__Your task__
Using the records that follow, reproduce exactly the lines starting at the line containing "Digitize the connectivity" and ending at the line containing "paths in the". Include both end lines and no pictures.
** Opening Dataset block **
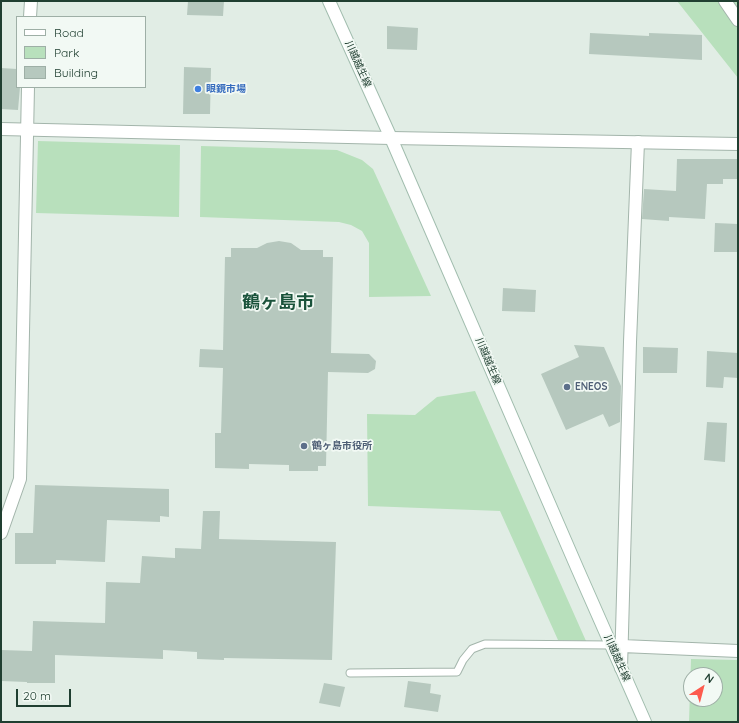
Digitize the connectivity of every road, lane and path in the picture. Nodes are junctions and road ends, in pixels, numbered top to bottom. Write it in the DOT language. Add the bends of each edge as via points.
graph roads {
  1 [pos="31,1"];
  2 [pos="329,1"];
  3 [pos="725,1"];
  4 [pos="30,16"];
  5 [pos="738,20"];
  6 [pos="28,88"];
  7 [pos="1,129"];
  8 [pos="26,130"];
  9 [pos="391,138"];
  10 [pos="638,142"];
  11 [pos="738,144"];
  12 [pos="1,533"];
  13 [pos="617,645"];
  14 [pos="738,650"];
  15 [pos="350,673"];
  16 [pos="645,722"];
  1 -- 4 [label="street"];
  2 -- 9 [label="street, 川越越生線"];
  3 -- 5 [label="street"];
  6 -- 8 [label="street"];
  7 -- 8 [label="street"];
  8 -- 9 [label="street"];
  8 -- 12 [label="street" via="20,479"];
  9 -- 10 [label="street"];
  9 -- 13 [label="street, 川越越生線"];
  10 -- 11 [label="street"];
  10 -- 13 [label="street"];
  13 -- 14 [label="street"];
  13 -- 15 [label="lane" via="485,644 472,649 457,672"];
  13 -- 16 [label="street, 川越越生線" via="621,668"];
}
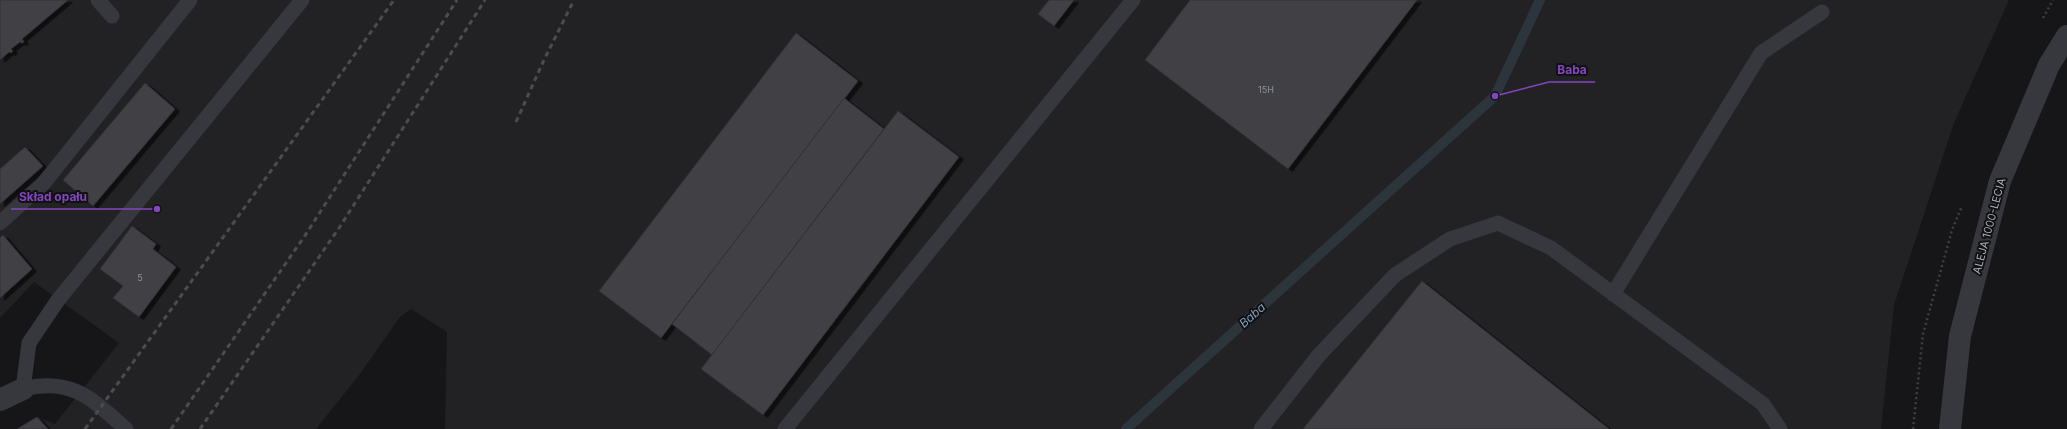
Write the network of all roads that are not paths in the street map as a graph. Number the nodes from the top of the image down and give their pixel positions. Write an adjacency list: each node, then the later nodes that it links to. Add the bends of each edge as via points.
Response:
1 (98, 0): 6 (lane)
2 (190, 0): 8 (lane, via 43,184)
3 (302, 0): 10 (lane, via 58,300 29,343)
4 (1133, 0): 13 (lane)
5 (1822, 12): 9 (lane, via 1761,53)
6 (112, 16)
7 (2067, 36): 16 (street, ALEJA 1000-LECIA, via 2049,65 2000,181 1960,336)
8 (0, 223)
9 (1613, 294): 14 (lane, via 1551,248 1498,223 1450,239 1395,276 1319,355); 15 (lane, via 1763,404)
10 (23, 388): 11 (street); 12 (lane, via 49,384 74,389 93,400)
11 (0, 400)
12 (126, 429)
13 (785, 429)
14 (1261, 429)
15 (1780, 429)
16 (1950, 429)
** Closing Dataset block **
** Opening Dataset block **
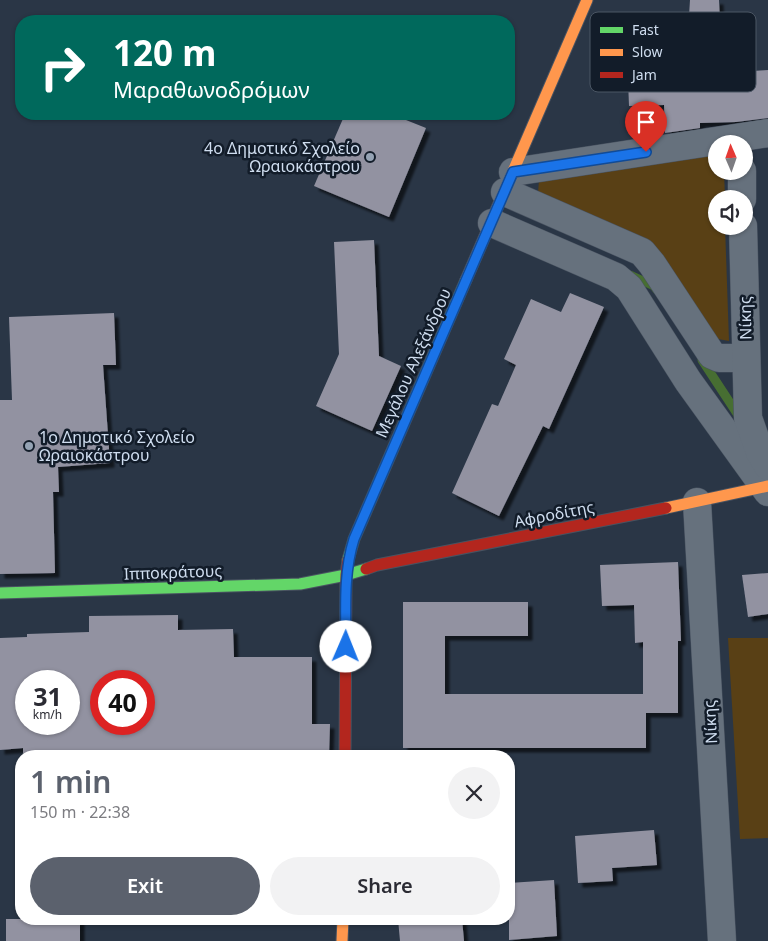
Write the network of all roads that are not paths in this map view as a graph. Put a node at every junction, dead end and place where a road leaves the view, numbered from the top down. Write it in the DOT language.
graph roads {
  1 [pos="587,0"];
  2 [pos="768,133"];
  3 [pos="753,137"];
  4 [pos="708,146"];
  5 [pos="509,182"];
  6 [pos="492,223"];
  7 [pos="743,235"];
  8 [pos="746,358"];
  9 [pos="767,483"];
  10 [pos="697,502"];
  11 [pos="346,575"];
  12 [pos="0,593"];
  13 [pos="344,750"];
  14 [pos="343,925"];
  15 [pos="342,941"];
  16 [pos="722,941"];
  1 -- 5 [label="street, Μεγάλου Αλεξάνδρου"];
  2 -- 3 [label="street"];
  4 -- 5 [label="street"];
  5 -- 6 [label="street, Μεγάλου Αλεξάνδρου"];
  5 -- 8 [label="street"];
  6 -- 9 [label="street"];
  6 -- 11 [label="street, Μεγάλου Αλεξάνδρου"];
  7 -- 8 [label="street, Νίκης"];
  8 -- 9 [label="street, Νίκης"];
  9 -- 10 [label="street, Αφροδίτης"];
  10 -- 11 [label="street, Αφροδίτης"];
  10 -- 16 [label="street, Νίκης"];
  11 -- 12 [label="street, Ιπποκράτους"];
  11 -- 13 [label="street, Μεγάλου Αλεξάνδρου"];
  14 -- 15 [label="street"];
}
** Closing Dataset block **
__Answer for the task__
Digitize the connectivity of every road, lane and path in the picture. Nodes are junctions and road ends, in pixels, numbered top to bottom. Write it in the DOT language. Add the bends of each edge as via points.
graph roads {
  1 [pos="31,1"];
  2 [pos="329,1"];
  3 [pos="725,1"];
  4 [pos="30,16"];
  5 [pos="738,20"];
  6 [pos="28,88"];
  7 [pos="1,129"];
  8 [pos="26,130"];
  9 [pos="391,138"];
  10 [pos="638,142"];
  11 [pos="738,144"];
  12 [pos="1,533"];
  13 [pos="617,645"];
  14 [pos="738,650"];
  15 [pos="350,673"];
  16 [pos="645,722"];
  1 -- 4 [label="street"];
  2 -- 9 [label="street, 川越越生線"];
  3 -- 5 [label="street"];
  6 -- 8 [label="street"];
  7 -- 8 [label="street"];
  8 -- 9 [label="street"];
  8 -- 12 [label="street" via="20,479"];
  9 -- 10 [label="street"];
  9 -- 13 [label="street, 川越越生線"];
  10 -- 11 [label="street"];
  10 -- 13 [label="street"];
  13 -- 14 [label="street"];
  13 -- 15 [label="lane" via="485,644 472,649 457,672"];
  13 -- 16 [label="street, 川越越生線" via="621,668"];
}
Write the network of all roads that are not paths in the street map as a graph. Number the nodes from the top of the image down and give their pixel positions. Write an adjacency list: each node, then the later nodes that it links to. Add the bends of each edge as via points.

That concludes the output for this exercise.